Problem to solve. Reproduce each line of the material precisely.

Data supplied.
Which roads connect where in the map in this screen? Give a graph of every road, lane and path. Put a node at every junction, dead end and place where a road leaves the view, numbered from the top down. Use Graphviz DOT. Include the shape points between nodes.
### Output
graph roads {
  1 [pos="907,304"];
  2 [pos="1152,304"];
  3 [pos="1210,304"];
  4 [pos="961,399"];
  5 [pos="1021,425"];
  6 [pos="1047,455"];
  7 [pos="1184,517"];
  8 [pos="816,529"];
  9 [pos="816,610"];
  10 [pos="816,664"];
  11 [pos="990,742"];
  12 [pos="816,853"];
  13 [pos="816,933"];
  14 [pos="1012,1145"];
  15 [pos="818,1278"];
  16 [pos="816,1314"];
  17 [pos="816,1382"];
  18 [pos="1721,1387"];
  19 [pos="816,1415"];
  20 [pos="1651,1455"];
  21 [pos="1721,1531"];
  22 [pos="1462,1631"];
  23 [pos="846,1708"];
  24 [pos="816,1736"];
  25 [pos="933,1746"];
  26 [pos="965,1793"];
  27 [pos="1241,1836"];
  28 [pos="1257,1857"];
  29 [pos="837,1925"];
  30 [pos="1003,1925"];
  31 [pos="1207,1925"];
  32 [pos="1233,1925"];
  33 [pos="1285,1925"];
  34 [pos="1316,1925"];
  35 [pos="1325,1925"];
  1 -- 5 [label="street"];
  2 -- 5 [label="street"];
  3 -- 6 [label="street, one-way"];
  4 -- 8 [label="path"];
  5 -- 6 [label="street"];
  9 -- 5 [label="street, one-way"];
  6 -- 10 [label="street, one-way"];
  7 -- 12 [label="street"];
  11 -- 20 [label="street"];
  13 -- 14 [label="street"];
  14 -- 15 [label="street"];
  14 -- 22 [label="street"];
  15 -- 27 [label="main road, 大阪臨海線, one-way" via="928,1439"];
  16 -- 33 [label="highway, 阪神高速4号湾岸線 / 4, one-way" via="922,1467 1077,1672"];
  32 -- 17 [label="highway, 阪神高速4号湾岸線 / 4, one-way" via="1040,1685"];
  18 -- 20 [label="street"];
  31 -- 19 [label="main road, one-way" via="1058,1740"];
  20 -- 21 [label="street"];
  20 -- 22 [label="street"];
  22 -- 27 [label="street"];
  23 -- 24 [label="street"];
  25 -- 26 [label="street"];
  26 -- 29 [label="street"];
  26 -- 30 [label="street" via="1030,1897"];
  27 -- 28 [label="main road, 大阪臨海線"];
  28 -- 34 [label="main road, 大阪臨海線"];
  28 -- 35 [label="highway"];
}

Exercise solution.
Which roads connect where in the map in this screen? Give a graph of every road, lane and path. Put a node at every junction, dead end and place where a road leaves the view, numbered from the top down. Use Graphviz DOT. Include the shape points between nodes.
### Output
graph roads {
  1 [pos="907,304"];
  2 [pos="1152,304"];
  3 [pos="1210,304"];
  4 [pos="961,399"];
  5 [pos="1021,425"];
  6 [pos="1047,455"];
  7 [pos="1184,517"];
  8 [pos="816,529"];
  9 [pos="816,610"];
  10 [pos="816,664"];
  11 [pos="990,742"];
  12 [pos="816,853"];
  13 [pos="816,933"];
  14 [pos="1012,1145"];
  15 [pos="818,1278"];
  16 [pos="816,1314"];
  17 [pos="816,1382"];
  18 [pos="1721,1387"];
  19 [pos="816,1415"];
  20 [pos="1651,1455"];
  21 [pos="1721,1531"];
  22 [pos="1462,1631"];
  23 [pos="846,1708"];
  24 [pos="816,1736"];
  25 [pos="933,1746"];
  26 [pos="965,1793"];
  27 [pos="1241,1836"];
  28 [pos="1257,1857"];
  29 [pos="837,1925"];
  30 [pos="1003,1925"];
  31 [pos="1207,1925"];
  32 [pos="1233,1925"];
  33 [pos="1285,1925"];
  34 [pos="1316,1925"];
  35 [pos="1325,1925"];
  1 -- 5 [label="street"];
  2 -- 5 [label="street"];
  3 -- 6 [label="street, one-way"];
  4 -- 8 [label="path"];
  5 -- 6 [label="street"];
  9 -- 5 [label="street, one-way"];
  6 -- 10 [label="street, one-way"];
  7 -- 12 [label="street"];
  11 -- 20 [label="street"];
  13 -- 14 [label="street"];
  14 -- 15 [label="street"];
  14 -- 22 [label="street"];
  15 -- 27 [label="main road, 大阪臨海線, one-way" via="928,1439"];
  16 -- 33 [label="highway, 阪神高速4号湾岸線 / 4, one-way" via="922,1467 1077,1672"];
  32 -- 17 [label="highway, 阪神高速4号湾岸線 / 4, one-way" via="1040,1685"];
  18 -- 20 [label="street"];
  31 -- 19 [label="main road, one-way" via="1058,1740"];
  20 -- 21 [label="street"];
  20 -- 22 [label="street"];
  22 -- 27 [label="street"];
  23 -- 24 [label="street"];
  25 -- 26 [label="street"];
  26 -- 29 [label="street"];
  26 -- 30 [label="street" via="1030,1897"];
  27 -- 28 [label="main road, 大阪臨海線"];
  28 -- 34 [label="main road, 大阪臨海線"];
  28 -- 35 [label="highway"];
}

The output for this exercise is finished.